# Extracted material

<<<<

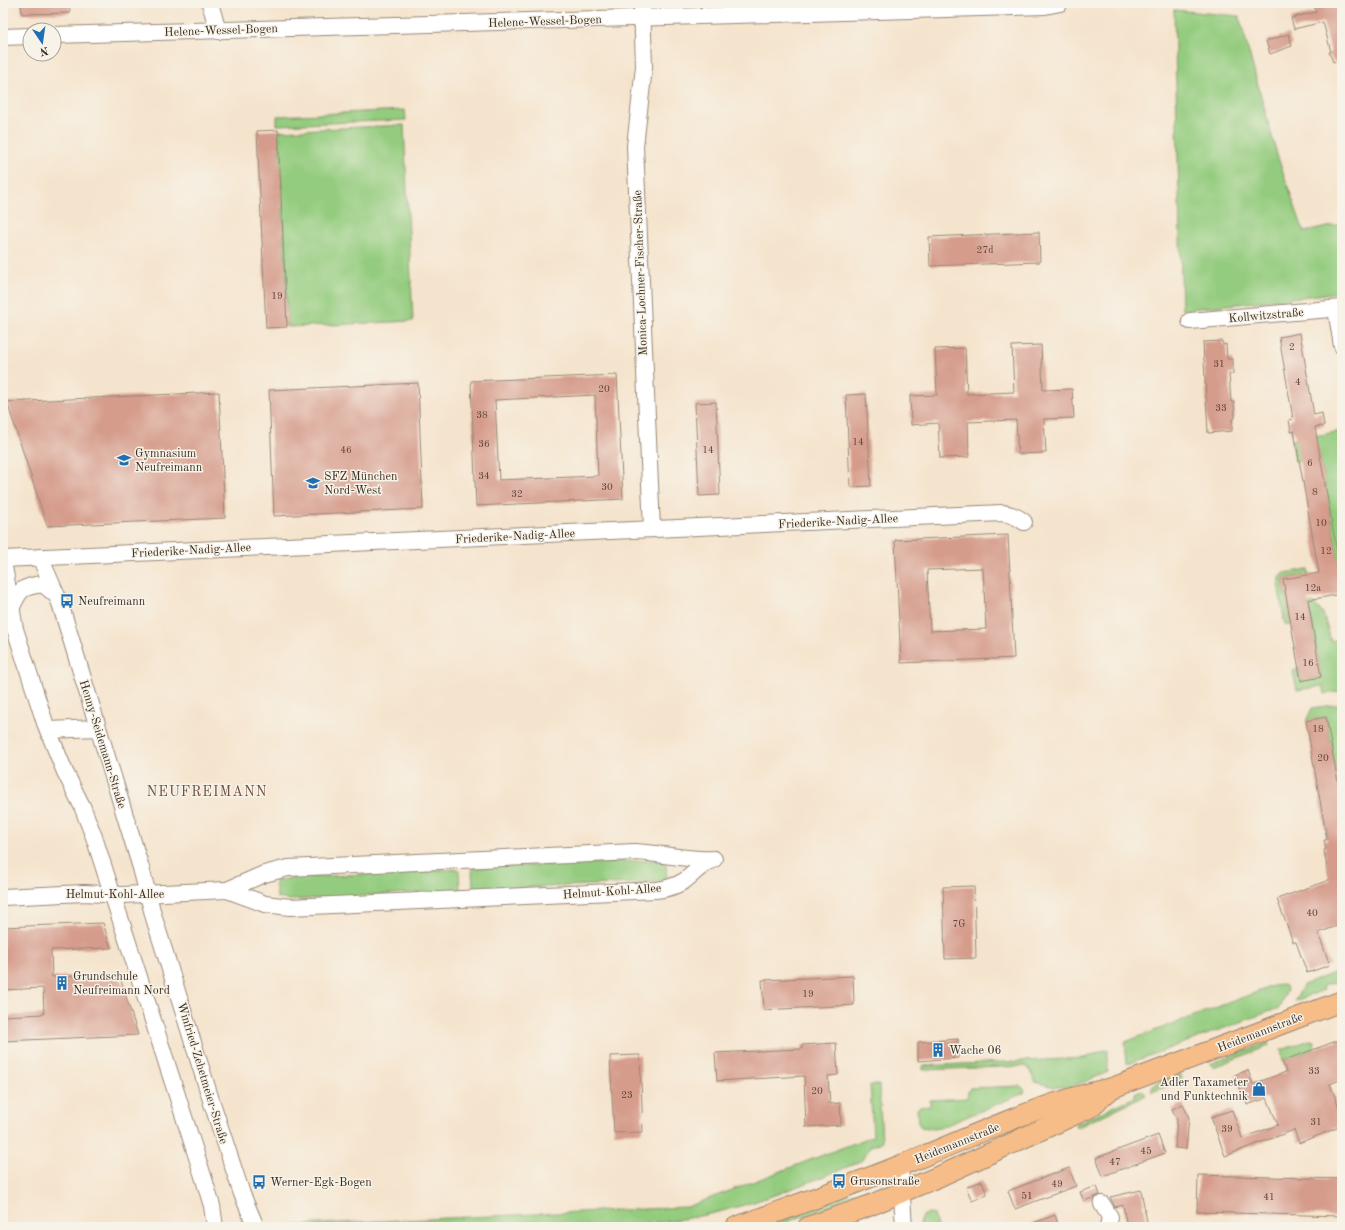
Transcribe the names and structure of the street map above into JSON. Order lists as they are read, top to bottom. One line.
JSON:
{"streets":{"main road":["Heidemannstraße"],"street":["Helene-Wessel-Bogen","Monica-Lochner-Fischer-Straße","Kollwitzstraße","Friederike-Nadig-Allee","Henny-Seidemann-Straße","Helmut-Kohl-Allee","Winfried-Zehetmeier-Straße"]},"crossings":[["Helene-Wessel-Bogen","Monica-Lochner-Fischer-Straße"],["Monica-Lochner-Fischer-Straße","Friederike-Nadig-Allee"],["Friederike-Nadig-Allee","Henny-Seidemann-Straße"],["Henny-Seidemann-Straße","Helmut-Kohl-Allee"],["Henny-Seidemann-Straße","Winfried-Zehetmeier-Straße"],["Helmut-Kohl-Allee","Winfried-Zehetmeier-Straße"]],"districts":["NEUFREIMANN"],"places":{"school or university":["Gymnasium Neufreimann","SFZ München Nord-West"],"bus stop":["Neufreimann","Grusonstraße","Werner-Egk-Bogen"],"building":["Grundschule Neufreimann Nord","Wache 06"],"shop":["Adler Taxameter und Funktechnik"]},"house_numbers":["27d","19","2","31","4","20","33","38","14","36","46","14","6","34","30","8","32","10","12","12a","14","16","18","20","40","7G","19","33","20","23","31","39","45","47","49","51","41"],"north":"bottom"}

>>>>
<<<<

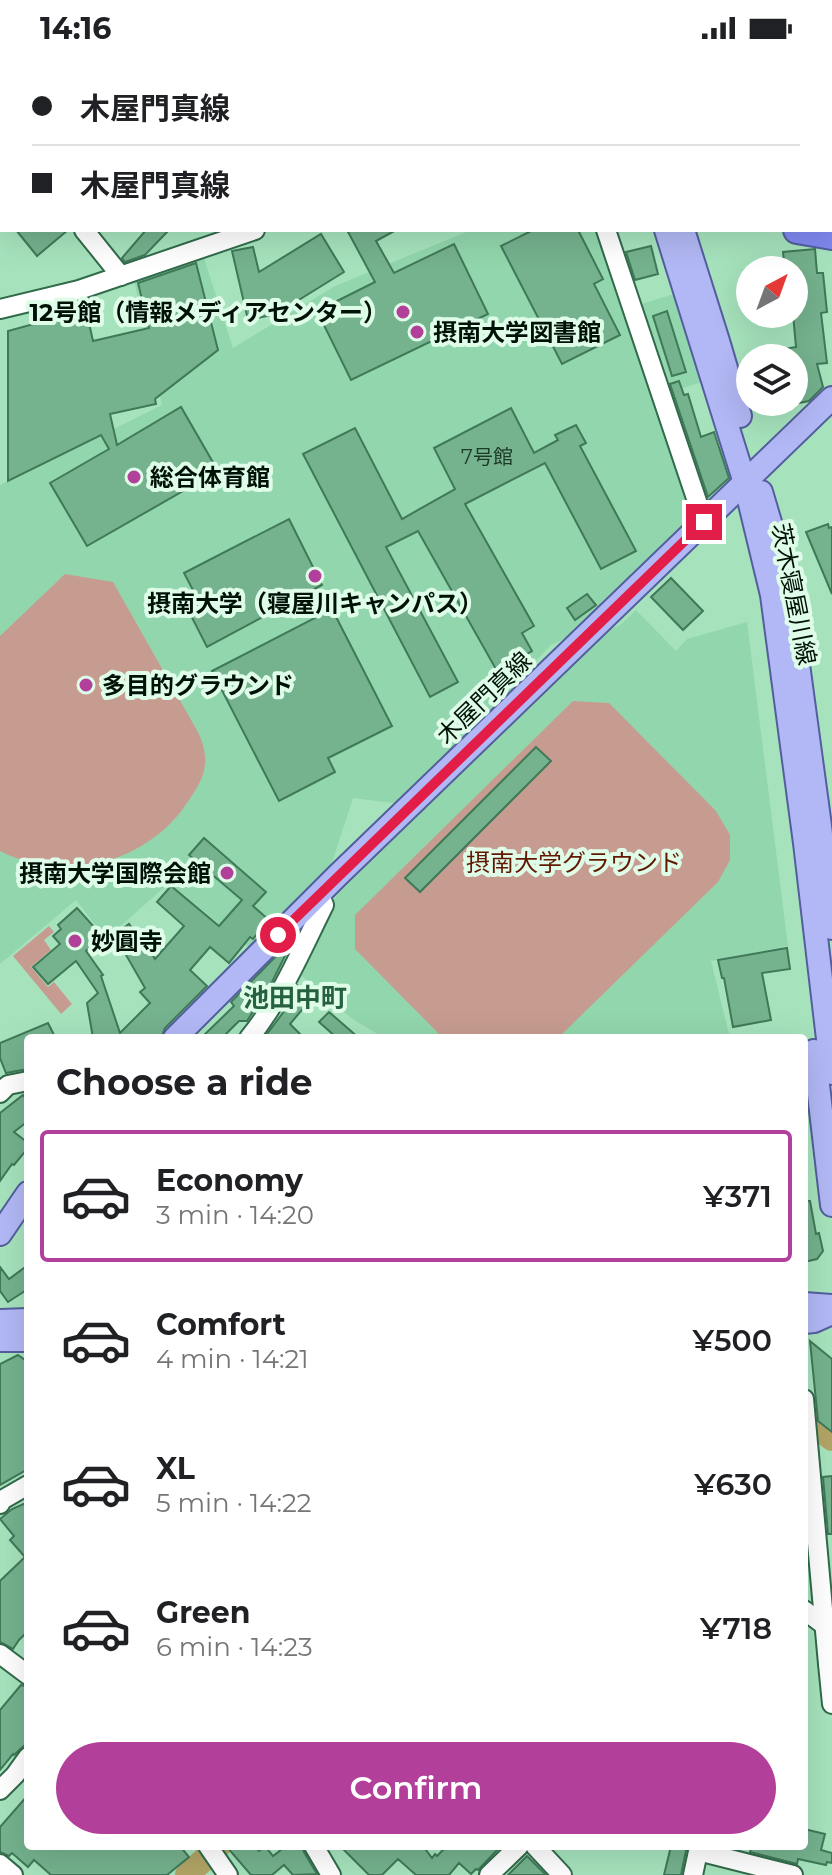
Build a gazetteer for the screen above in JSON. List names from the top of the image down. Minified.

>>>>

# Directions for this task
Only a number is wanted: how many lines of the material include the word "above".

# Solution for this problem
2